Tuesday, August 18, 2009

GOBSMACKERS

One time my mom and I got gobsmacked together. It was a long time ago, back before the word gobsmacked came into the popular vocabulary. We were waiting for dinner in a revolving restaurant in Honolulu, having a glass of wine while we waited. One glass of wine, you say. What difference can one glass of wine make? Well, for some it might not be much, but one glass of wine on an empty stomach was a lot of alcohol for Mom and me. We decided to visit the Ladies’ Room. All was well until we came out. And that is when we were gobsmacked. For the washroom had stayed in place, or, at least, had turned with the earth, while the restaurant tables—accelerated by an unseen motor--had moved. Heading back to our table we found that our table had disappeared. Somebody else’s table had taken its place. There we stood, Gobsmacked; utterly surprised; astonished; a little bit disoriented; a little bit speechless. the experience lingered on, not so much in fact as in feeling. It lingered long after the waitress rescued us--revolving restaurant waitresses get used to the rescue routine.
I think of it today, as I celebrate the news that my hope workshop proposal has been accepted for presentation next summer at the National Storytelling Network conference in Los Angeles. I find myself reflecting on one significant difference between a fabulous workshop and a fabulous story. A fabulous workshop educates you. It inspires you. It activates your curiosity. A fabulous story does all this and one thing more. A fabulous story leaves you gobsmacked. Is there a storyteller on earth who does not hope to create that experience for a listener?
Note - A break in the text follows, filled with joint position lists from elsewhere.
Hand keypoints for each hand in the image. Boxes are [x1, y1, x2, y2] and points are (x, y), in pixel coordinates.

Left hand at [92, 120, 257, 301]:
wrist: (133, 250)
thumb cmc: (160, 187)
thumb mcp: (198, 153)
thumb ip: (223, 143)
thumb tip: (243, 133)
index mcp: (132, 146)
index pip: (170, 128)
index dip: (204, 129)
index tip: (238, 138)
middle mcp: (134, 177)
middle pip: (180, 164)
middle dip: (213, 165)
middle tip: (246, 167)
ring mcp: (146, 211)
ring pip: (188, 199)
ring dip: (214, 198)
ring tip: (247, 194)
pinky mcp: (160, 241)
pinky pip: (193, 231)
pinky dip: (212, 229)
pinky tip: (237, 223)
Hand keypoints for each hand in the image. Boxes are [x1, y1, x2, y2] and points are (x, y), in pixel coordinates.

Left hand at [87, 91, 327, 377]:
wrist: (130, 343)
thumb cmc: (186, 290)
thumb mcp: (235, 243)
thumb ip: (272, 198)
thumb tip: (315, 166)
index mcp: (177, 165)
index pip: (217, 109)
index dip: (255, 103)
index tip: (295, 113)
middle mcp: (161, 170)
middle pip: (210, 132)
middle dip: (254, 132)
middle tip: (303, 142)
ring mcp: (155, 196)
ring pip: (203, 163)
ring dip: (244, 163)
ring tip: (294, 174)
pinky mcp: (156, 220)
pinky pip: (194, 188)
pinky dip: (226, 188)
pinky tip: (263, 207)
Gobsmacked! It doesn’t happen often, but it’s been done to me a few times by a few different storytellers—Elizabeth Ellis, Donna lively, Carmen Agra Deedy. It’s left me knowing things I didn’t even hope to learn and being glad I learned them. What other word could so appropriately describe my reaction the first time I heard Tim Tingle tell a story about the Choctaw people on the trail of tears? It happened five years ago at a National Storytelling Network conference in Bellingham, and I’ve been thinking and talking about the Choctaw people ever since. Tim’s name was unfamiliar to me, but I signed up for his workshop on collecting stories. I sat down in a stuffy classroom, gave this stranger the majority of my attention and then suddenly—the workshop was over and I was gobsmacked—not so much by the workshop itself, which was educational and inspiring, but by the story inside it. Without any intention on my part to admit them, the Choctaw people had taken up a space in my heart. I exited slowly, a little bit disoriented, a little bit speechless.
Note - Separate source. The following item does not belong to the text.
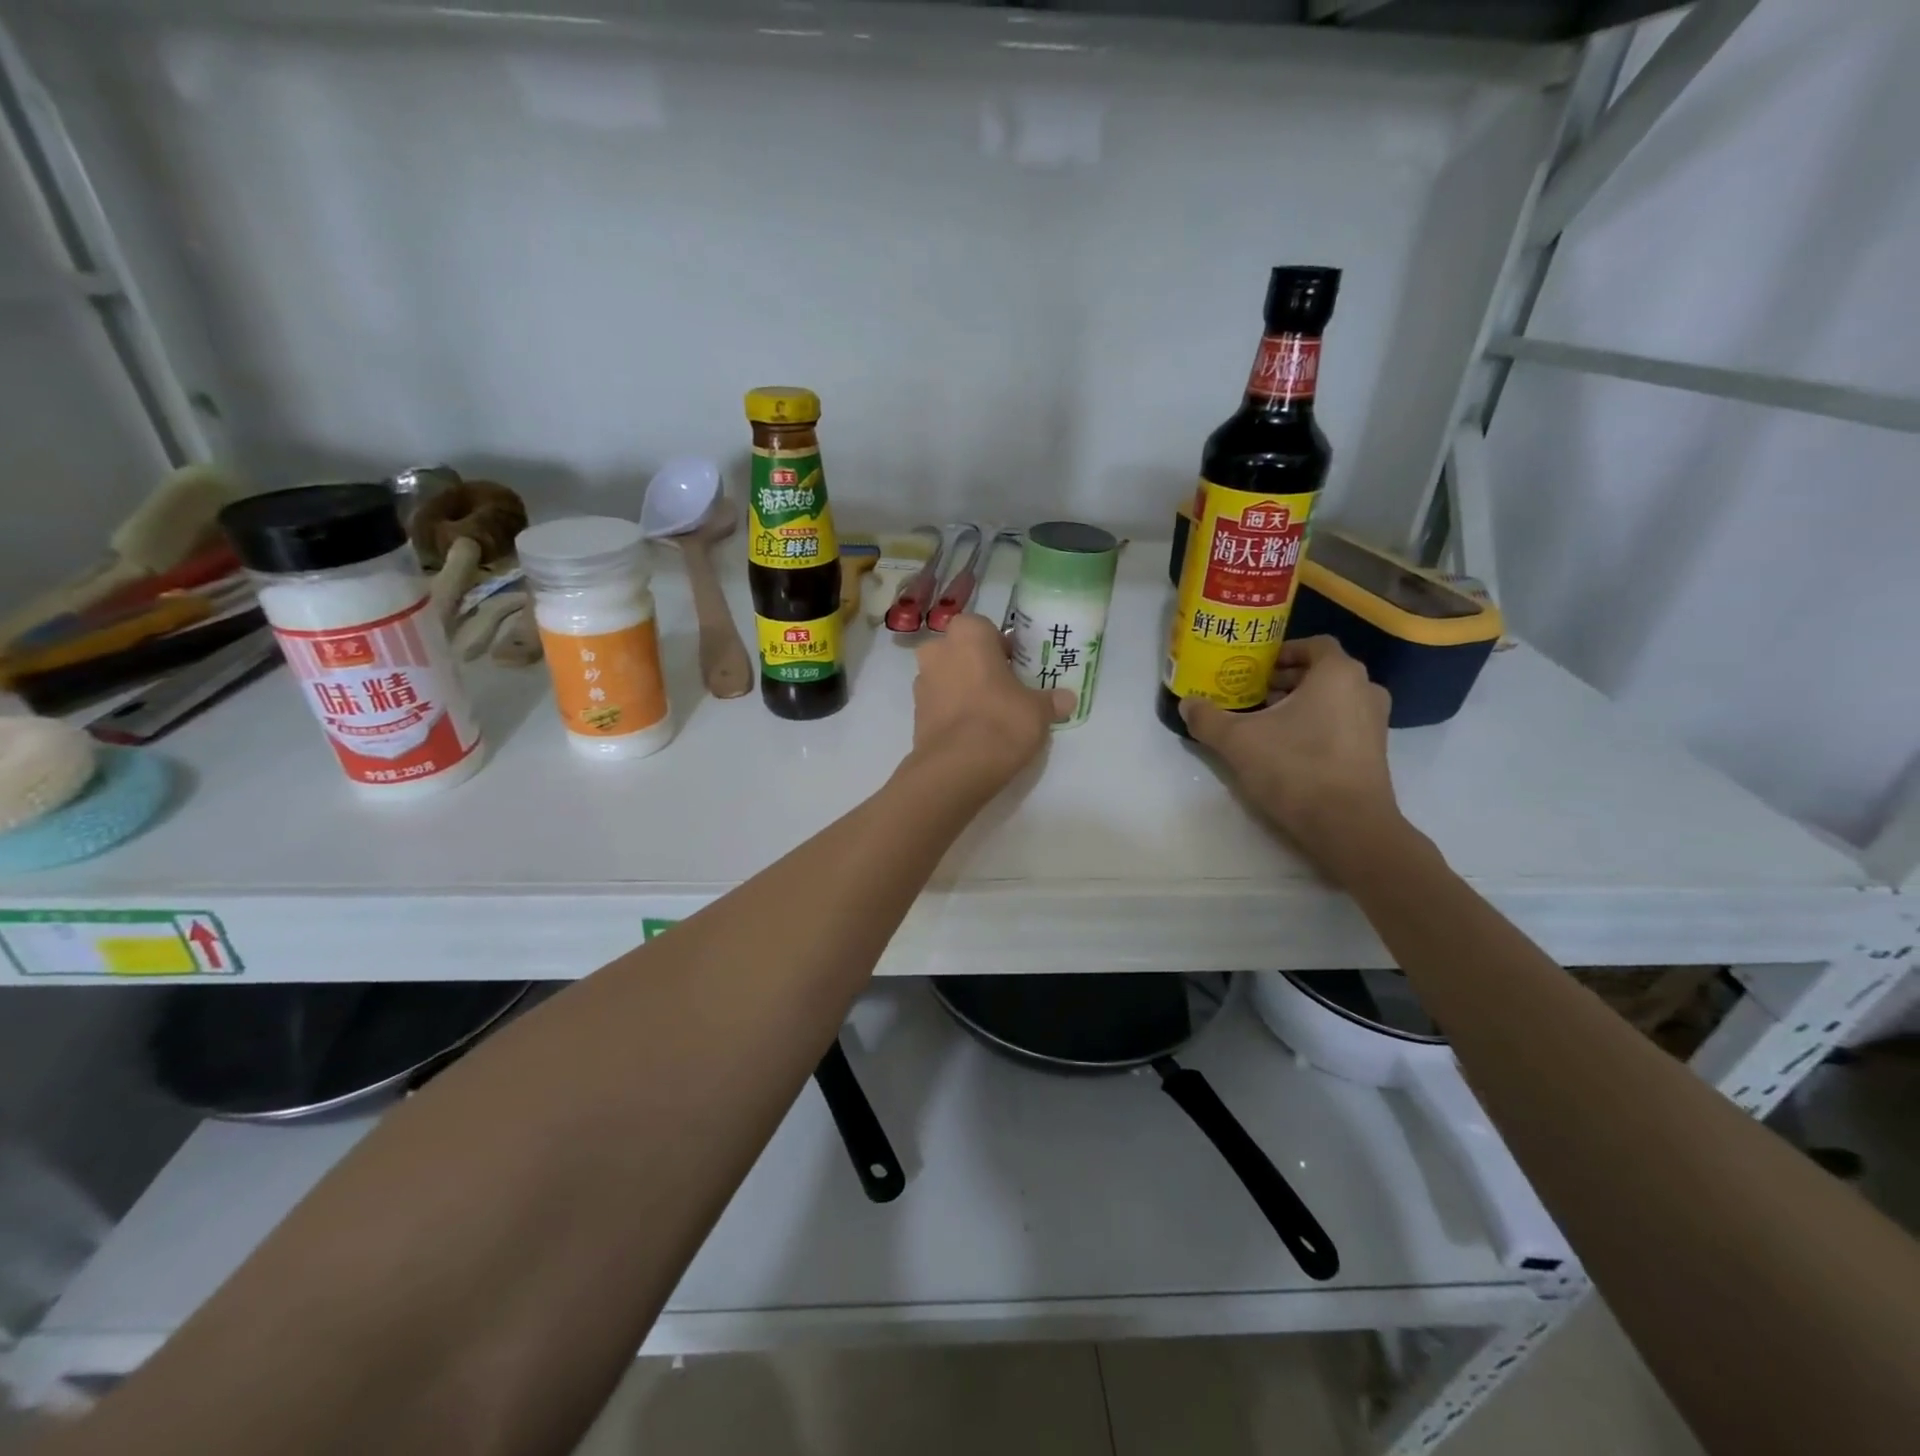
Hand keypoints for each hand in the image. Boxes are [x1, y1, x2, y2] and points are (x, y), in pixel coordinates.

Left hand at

You know you’ve been gobsmacked when, for a fraction of a fraction of a second, your world speeds up, or maybe it slows down. Your attention is somehow refocused. Next thing you know, your world has fallen out of line with everybody else’s world, leaving you in a different place—somewhere you didn’t expect to be. If I would be granted only one explanation to justify all the time and money I have spent pursuing master storytellers it would be this: Once you’ve been gobsmacked by a story, you tend to search for a recurrence of that experience, the way people return to casino tables, lured by the memory of their winning times while their losing times fade to the background.
Master storytellers can gobsmack you, not every time, maybe not even most of the time, but they can do it, and the feeling is fabulous when they do. They can make you laugh at things that shouldn’t be funny and dissolve you in tears when you hadn’t thought to bring a tissue. They can make you believe you’ve been to places you know you never visited. They can trick you into caring about historical events, attach you irrevocably to people whose fate you had never once pondered.
If you go to a conference or festival where master storytellers gather, there is a reasonable chance of being gobsmacked. So much goes on at such events that I usually make a few notes. I note stories that interest me—there are many, and stories I might consider telling—sometimes there is a story or two. But if a story should happen to gobsmack me, well that’s another matter. For the after affects of my engagement with that story, the reverberations from that moment of surprising disorientation will be with me for a long long time, starting a voyage of discovery I had never intended to take.
Storytellers tend to put on workshops at conferences, and sometimes even at festivals. It’s a thing they are expected to do, a forum for teaching their craft to others. So they develop workshops on collecting stories, or organizing storytelling events, or inspiring hope through story—if that is where their expertise lies. But if there’s ever been a workshop on how to gobsmack your listeners, I’ve not yet seen the advertising. Gobsmacking is most likely to occur when a skilled teller applies vivid language to interesting content. It describes a process during which the heart steps in front of the mind and takes over the listening. It happens to somebody in a crowded room, though probably not to everybody. Mostly, I think, it happens by magic.
And so, as I peer a whole year into the future, to a day when a roomful of people who have never heard my name will show up for a workshop called “Hopeful Telling from Inside Out: Audaciously Spreading Hope Through Story” I gather my tried-and-true hope materials. I know they will not let me down. Then I reach forward in a tentative gesture of hope, permitting myself to briefly wonder how one should prepare to tell a gobsmacker. Is it something you prepare for, or do you have to count on the magic?